Hi @iknoorjobs Yes, you can find an example here: https://github.com/UKPLab/sentence-transformers/blob/master/examples/training/ms_marco/train_cross-encoder.py

It is based on the MS Marco dataset, where you have relevant passages [query, passage, 1] and irrelevant passages [query, passage, 0].

The score could also be somewhere between 0 and 1

iknoorjobs commented 3 years ago

Hi @nreimers

Thank you for your response. Still, if I try to load the nboost model, it shows the following error.

model = CrossEncoder("nboost/pt-bert-base-uncased-msmarco", num_labels=1, max_length=512)

RuntimeError: Error(s) in loading state_dict for BertForSequenceClassification:
    size mismatch for classifier.weight: copying a param with shape torch.Size([2, 768]) from checkpoint, the shape in current model is torch.Size([1, 768]).
    size mismatch for classifier.bias: copying a param with shape torch.Size([2]) from checkpoint, the shape in current model is torch.Size([1]).

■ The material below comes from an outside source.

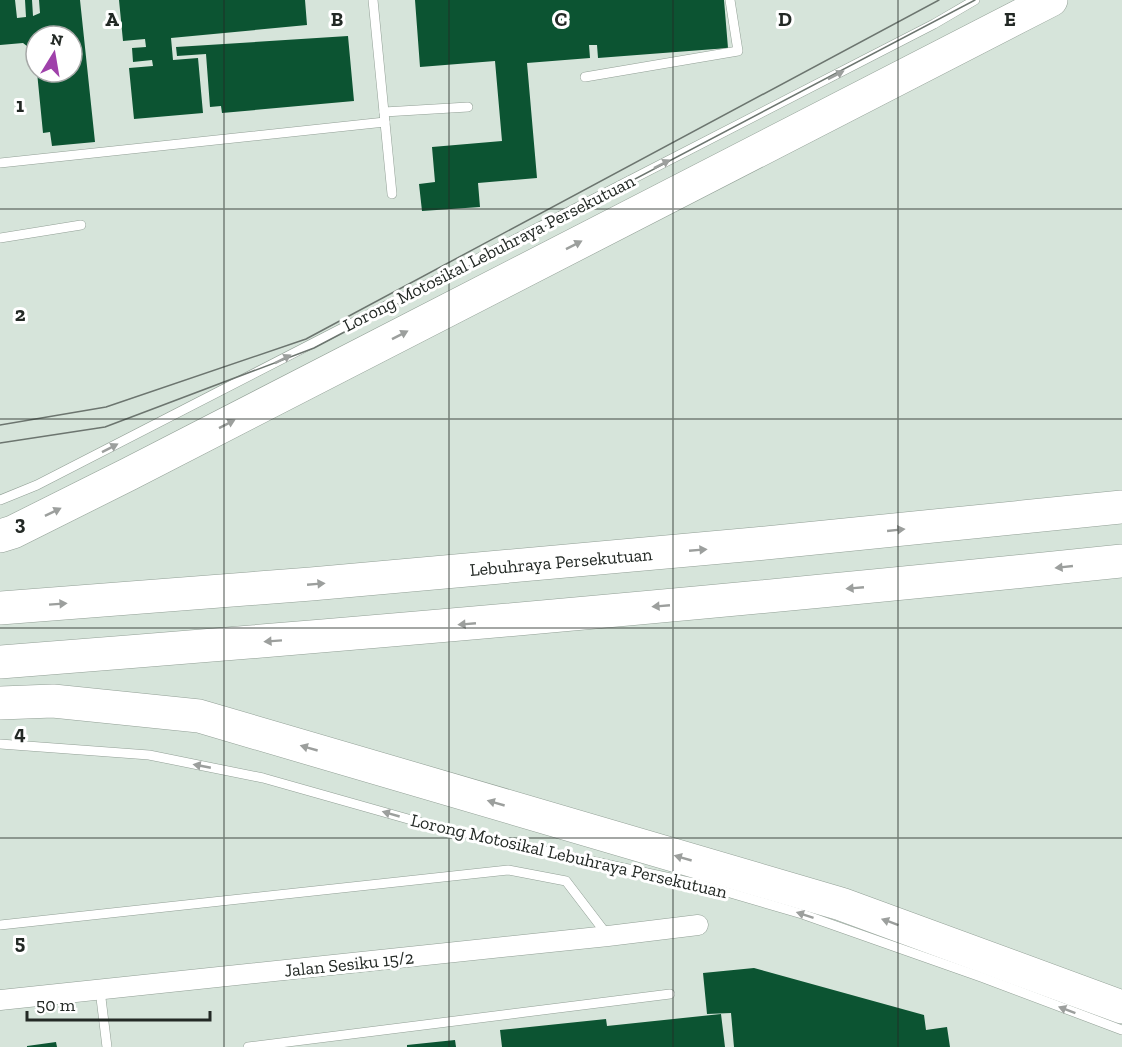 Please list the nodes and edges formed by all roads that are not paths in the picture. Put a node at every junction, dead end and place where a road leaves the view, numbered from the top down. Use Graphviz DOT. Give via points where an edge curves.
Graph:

When I load this model by changing the num_labels to 2, then it works. But after training 1 epoch on the above data format ["Query", "passage", score] ), it shows error during evaluation as we only have a single label from the data. Does it make sense to convert the data for the format ( ["Query", "passage", 1-score, score] because now we have 2 labels for "not_relevant" and "relevant"?

Thanks

nreimers commented 3 years ago

Hi @iknoorjobs The Nboost models have the issue that they use 2 labels (relevant and not relevant). If you want to use this model as base, you need binary labels, i.e. int(0) and int(1) as labels.

I will release today improved cross-encoder models for MS Marco that 1) Are quicker than the nboost models 2) Achieve a better performance on MS Marco & TREC DL 2019 dataset 3) And only use a single output to indicate if query and passage are relevant

iknoorjobs commented 3 years ago

I will release today improved cross-encoder models for MS Marco that

@nreimers Fantastic news! Very much looking forward to the models today.

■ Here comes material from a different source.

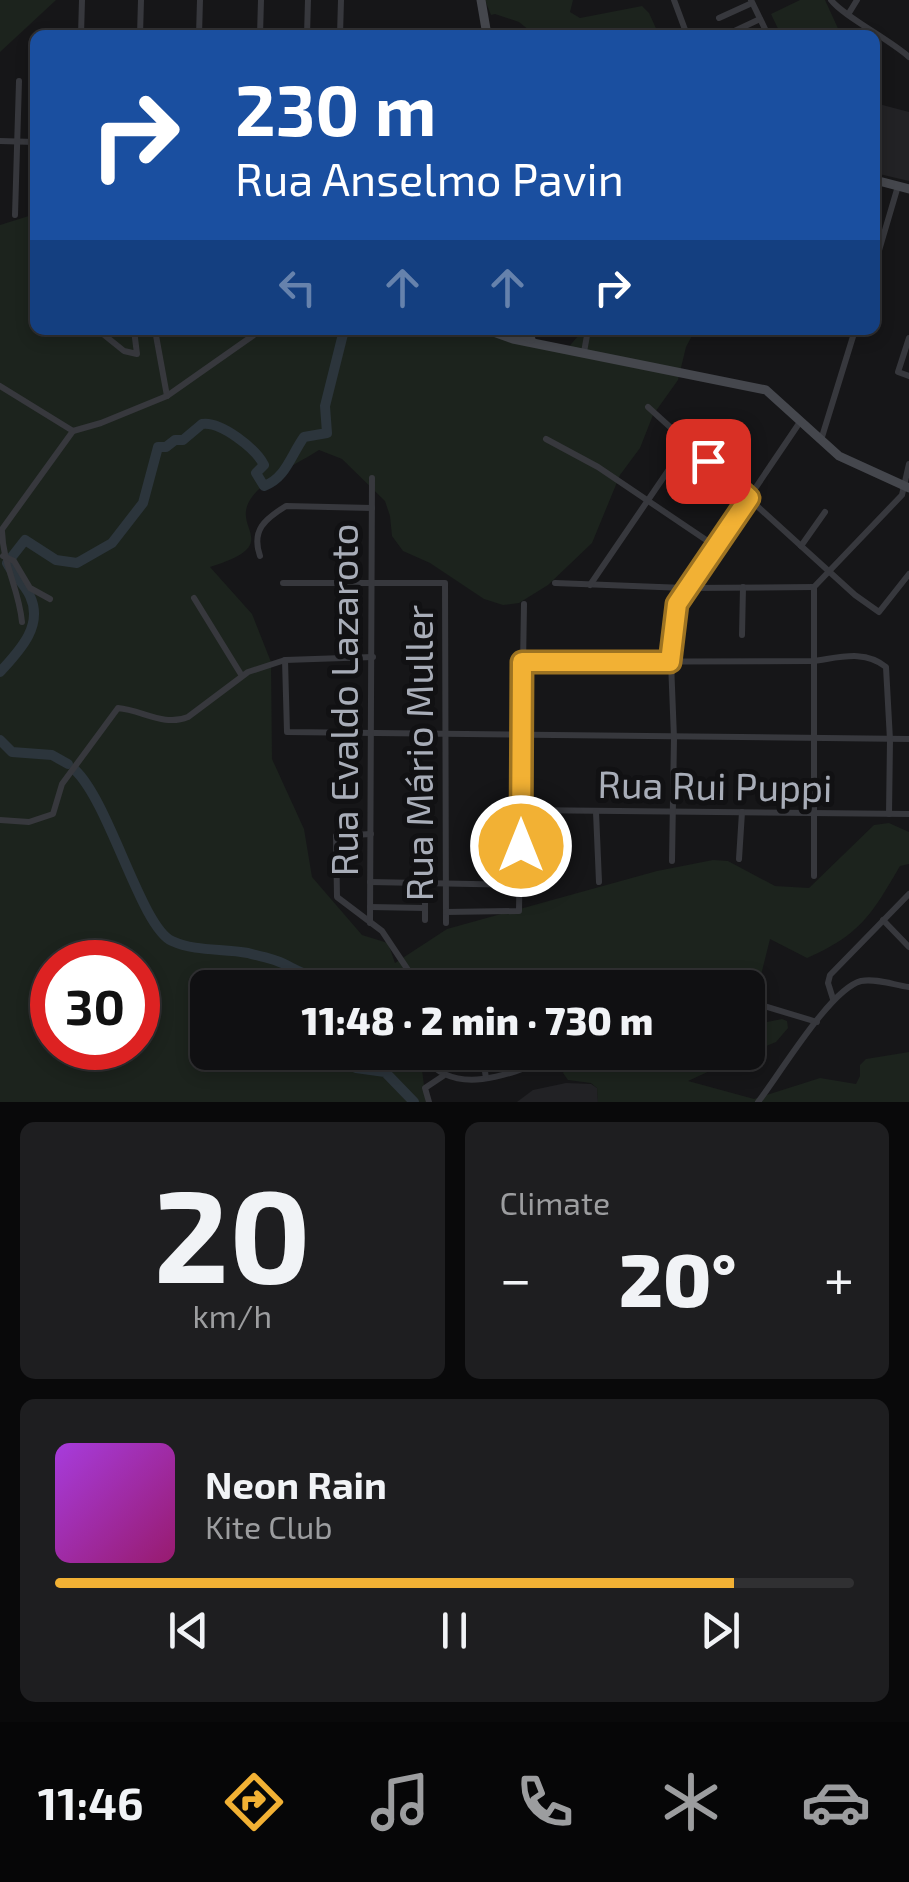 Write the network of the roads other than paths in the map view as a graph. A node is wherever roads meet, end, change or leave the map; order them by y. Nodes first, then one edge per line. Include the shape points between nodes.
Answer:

If you want to use this model as base, you need binary labels, i.e. int(0) and int(1) as labels.

Can your cross encoder training scripts be used to train the model if I have dataset with binary labels?

Many thanks

nreimers commented 3 years ago

@iknoorjobs The models are now online: https://github.com/UKPLab/sentence-transformers/tree/master/examples/applications/information-retrieval

Can your cross encoder training scripts be used to train the model if I have dataset with binary labels? Yes. The MS Marco dataset had only binary labels (relevant or not relevant), which were encoded as 1 and 0.

It will also work if you have more fine-grained labels, like 0, 0.5, 0.8 and 1

iknoorjobs commented 3 years ago

@nreimers Thanks a lot. And I must say, your work is great. Also, looking forward to the paper.